Attachment #8750226 - Attachment is obsolete: true
Attachment #8750264 - Flags: review+
Here's a try run using the new functions: https://treeherder.mozilla.org/#/jobs?repo=try&revision=b6eb00ddbc7d

Performance comparison using that run:
https://treeherder.mozilla.org/perf.html#/compare?originalProject=try&originalRevision=3c3f878ba8e9&newProject=try&newRevision=b6eb00ddbc7d&framework=1&showOnlyConfident=1

Oddly, jobs don't seem to be triggering or completing right now, but the try run was mostly done anyway.
I'm not happy with those performance regressions, small as they are, so I'm trying out an optimization that shouldn't weaken the protection too much: skipping checks for tiny (<= 2KiB) allocations. There's no fundamental reason why small allocations couldn't exhibit double-frees or realloc-after-frees, but the length of the poisoned regions we're seeing in bug 1124397 are all integer multiples of the page size. In addition, these tiny allocations take mostly uncontested per-arena locks, so adding a contested global lock is likely a larger regression for them than for other allocations.

Additionally, we can skip protecting small allocations in ProtectedSystemAllocPolicy. I've made both these changes locally, and on Try they do seem to eliminate the performance regressions. However, I like the 2nd change less, since it complicates ProtectedSystemAllocPolicy (and there's no lock to explain the overhead), so I'm testing just the first change now to see if it's enough on its own.
Carrying forward r+. Just a tiny simplification to the realloc functions, and added MOZ_MUST_USE to checkSimulatedOOM() in emulation of bug 1267551.
Attachment #8750264 - Attachment is obsolete: true
Attachment #8750949 - Flags: review+
(In reply to Emanuel Hoogeveen [:ehoogeveen] from comment #0)
> In bug 1124397, we're seeing mysterious regions of poisoned memory showing
> up in the middle of AssemblyBuffers, leading to crashes. Our best guess as
> to the cause is that another thread is freeing a region of memory, then
> reallocating it down to a smaller size after jemalloc has already handed it
> over to us - but we don't have any real way to track down the offending
> party.

I don't get your scenario. Can you be more specific (with e.g. a list of function calls you'd think are happening)
I also don't get why this needs to be at the mozjemalloc level, nor why it needs to use a unique ID.
Flags: needinfo?(emanuel.hoogeveen)
(In reply to Mike Hommey [:glandium] from comment #24)
> I don't get your scenario. Can you be more specific (with e.g. a list of
> function calls you'd think are happening)

Okay, consider the following:
1) Thread 1 has a pointer to a region of memory.
2) Thread 1 decides to free this region, but forgets to null out its pointer.
3) Thread 2 (our thread) reallocs its buffer, obtaining a pointer to a 16KiB region starting at the same address.
3) Thread 1 calls realloc, requesting a 12KiB buffer, but reusing the pointer it previously freed.
4) jemalloc shrinks the 16KiB region to a 12KiB one *in place*, poisoning the last 4KiB.
5) Thread 2 continues to use its buffer as though it's still 16KiB in size and eventually obtains a larger region, copying over the poisoned memory.

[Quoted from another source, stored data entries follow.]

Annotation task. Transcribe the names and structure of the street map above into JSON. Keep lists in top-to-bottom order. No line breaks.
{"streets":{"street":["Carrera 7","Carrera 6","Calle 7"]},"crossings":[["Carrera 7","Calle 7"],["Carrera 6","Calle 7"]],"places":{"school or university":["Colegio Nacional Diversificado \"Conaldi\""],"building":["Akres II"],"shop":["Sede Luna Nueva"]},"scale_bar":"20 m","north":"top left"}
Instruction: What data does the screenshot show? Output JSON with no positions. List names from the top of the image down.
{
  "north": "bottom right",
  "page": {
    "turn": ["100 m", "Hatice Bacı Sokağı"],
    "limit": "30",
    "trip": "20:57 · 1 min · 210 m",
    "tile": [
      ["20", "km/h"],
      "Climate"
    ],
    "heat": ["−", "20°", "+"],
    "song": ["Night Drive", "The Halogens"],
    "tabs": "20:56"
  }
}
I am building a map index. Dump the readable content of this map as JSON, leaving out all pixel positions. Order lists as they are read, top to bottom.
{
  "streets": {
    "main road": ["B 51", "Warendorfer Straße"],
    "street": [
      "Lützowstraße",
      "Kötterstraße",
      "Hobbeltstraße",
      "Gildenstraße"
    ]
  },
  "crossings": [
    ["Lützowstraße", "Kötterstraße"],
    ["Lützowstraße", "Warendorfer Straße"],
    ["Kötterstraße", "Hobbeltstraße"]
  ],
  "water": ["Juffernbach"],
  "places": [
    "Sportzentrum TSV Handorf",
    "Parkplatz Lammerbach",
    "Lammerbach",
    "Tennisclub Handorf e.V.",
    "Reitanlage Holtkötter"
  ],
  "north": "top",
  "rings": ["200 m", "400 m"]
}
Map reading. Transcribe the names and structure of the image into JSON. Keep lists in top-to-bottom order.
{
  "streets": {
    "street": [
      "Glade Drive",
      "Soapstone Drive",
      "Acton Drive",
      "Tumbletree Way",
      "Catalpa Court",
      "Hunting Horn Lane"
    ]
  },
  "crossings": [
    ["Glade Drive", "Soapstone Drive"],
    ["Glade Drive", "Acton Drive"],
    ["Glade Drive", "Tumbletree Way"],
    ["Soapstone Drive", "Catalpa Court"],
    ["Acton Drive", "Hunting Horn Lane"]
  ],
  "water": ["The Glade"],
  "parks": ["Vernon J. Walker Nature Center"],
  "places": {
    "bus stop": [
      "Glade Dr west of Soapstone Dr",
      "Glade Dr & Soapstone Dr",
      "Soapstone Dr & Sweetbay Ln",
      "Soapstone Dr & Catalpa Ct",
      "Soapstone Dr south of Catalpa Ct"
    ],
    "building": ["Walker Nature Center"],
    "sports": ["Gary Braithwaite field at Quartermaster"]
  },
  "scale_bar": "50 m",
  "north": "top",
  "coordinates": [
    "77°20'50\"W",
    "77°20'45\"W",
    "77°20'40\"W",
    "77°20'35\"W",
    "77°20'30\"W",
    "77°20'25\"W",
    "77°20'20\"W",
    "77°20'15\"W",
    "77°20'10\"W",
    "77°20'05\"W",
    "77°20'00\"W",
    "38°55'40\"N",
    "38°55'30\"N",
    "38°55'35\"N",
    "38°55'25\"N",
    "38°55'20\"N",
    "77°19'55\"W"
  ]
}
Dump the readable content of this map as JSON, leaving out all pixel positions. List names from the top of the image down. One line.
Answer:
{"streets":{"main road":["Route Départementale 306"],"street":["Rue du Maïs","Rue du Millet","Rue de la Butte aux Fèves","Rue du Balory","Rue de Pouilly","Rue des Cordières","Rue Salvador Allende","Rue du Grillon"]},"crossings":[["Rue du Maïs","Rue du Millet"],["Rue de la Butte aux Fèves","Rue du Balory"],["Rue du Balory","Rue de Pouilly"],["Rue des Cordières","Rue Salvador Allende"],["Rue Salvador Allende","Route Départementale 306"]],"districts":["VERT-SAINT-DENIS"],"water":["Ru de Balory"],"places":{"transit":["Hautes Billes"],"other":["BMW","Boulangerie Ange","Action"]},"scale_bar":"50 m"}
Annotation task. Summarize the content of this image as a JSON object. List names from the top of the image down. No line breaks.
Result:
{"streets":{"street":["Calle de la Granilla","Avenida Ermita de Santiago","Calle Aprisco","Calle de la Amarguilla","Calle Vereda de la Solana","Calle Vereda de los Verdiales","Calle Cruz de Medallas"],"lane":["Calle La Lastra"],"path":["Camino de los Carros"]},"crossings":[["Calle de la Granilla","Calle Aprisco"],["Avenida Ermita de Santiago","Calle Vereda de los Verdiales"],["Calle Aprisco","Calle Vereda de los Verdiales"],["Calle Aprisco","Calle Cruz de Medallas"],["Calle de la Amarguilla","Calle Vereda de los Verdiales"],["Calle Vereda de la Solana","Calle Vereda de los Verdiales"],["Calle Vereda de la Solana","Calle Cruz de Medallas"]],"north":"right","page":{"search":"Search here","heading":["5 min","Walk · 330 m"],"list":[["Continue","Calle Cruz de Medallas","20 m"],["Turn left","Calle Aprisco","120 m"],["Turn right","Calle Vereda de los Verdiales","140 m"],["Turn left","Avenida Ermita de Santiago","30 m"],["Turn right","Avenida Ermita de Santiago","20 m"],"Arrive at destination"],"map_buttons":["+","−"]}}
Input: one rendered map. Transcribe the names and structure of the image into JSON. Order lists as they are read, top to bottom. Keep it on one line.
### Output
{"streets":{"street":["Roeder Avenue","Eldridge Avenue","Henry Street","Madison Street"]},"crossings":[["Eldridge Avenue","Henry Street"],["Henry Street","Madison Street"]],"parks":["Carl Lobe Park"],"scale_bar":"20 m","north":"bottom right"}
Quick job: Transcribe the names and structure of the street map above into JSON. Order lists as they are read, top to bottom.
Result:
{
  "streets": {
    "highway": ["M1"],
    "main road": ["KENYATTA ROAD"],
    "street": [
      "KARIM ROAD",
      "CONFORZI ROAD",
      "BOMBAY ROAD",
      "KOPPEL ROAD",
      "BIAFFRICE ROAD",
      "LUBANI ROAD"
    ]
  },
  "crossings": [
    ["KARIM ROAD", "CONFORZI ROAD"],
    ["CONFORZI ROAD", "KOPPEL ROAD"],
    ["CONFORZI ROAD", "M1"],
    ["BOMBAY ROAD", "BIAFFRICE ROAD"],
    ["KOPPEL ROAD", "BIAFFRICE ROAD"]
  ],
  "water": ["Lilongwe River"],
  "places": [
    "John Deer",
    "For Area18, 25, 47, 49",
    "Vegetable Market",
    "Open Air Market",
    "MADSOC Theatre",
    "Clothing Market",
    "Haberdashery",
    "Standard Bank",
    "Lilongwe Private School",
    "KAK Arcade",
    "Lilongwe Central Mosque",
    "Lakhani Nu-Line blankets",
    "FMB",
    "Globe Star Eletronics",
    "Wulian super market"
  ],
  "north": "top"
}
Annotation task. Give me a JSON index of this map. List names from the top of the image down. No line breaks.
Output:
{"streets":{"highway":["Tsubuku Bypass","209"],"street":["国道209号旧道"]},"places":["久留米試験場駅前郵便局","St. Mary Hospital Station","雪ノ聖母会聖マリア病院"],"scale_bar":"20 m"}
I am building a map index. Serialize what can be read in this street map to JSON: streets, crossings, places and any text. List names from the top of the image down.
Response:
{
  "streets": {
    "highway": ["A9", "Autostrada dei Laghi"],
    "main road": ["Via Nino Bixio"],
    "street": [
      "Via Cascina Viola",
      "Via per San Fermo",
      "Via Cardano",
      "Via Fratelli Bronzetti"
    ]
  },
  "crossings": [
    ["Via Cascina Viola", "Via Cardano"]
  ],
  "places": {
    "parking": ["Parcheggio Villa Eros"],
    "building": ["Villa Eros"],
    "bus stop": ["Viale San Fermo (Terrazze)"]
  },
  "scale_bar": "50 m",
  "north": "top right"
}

I'm not sure about the last step - I guess a realloc call would simply copy 12KiB of the buffer, so it doesn't matter what the last 4KiB of the original buffer contains. Maybe a better step 5:

5) Thread 2 continues to use the buffer as though it is 16KiB and eventually reallocs into a larger region, but only 12KiB are copied over (and the next page in the new region happens to be poisoned).

Either way, *something* is going on outside of thread 2's control that results in a buffer with jemalloc poisoned memory in it. Barring bugs in jemalloc itself, that something pretty much has to be a realloc from an unrelated location.

> I also don't get why this needs to be at the mozjemalloc level, nor why it
> needs to use a unique ID.

The reason this can only be done at the mozjemalloc (or jemalloc4) level is that whatever is causing the offending realloc isn't going to be aware of whatever contract we enter into. The allocator *itself* must check on every realloc that it's allowed to modify the region it's touching. We're trying to catch the spooky action at a distance that must be triggering this, and that means we have to tell the allocator to watch for changes to a particular address. Also, while we could theoretically mprotect a part of our buffer that we're already done with, that won't protect against a realloc that happens to return the same address.

Using a unique ID is less necessary. I was actually using the ID in an earlier version that worked differently (didn't unprotect/reprotect around calls, but instead passed the ID into jemalloc functions for the assertion), but now it just serves to protect against trying to unprotect a region you don't actually own.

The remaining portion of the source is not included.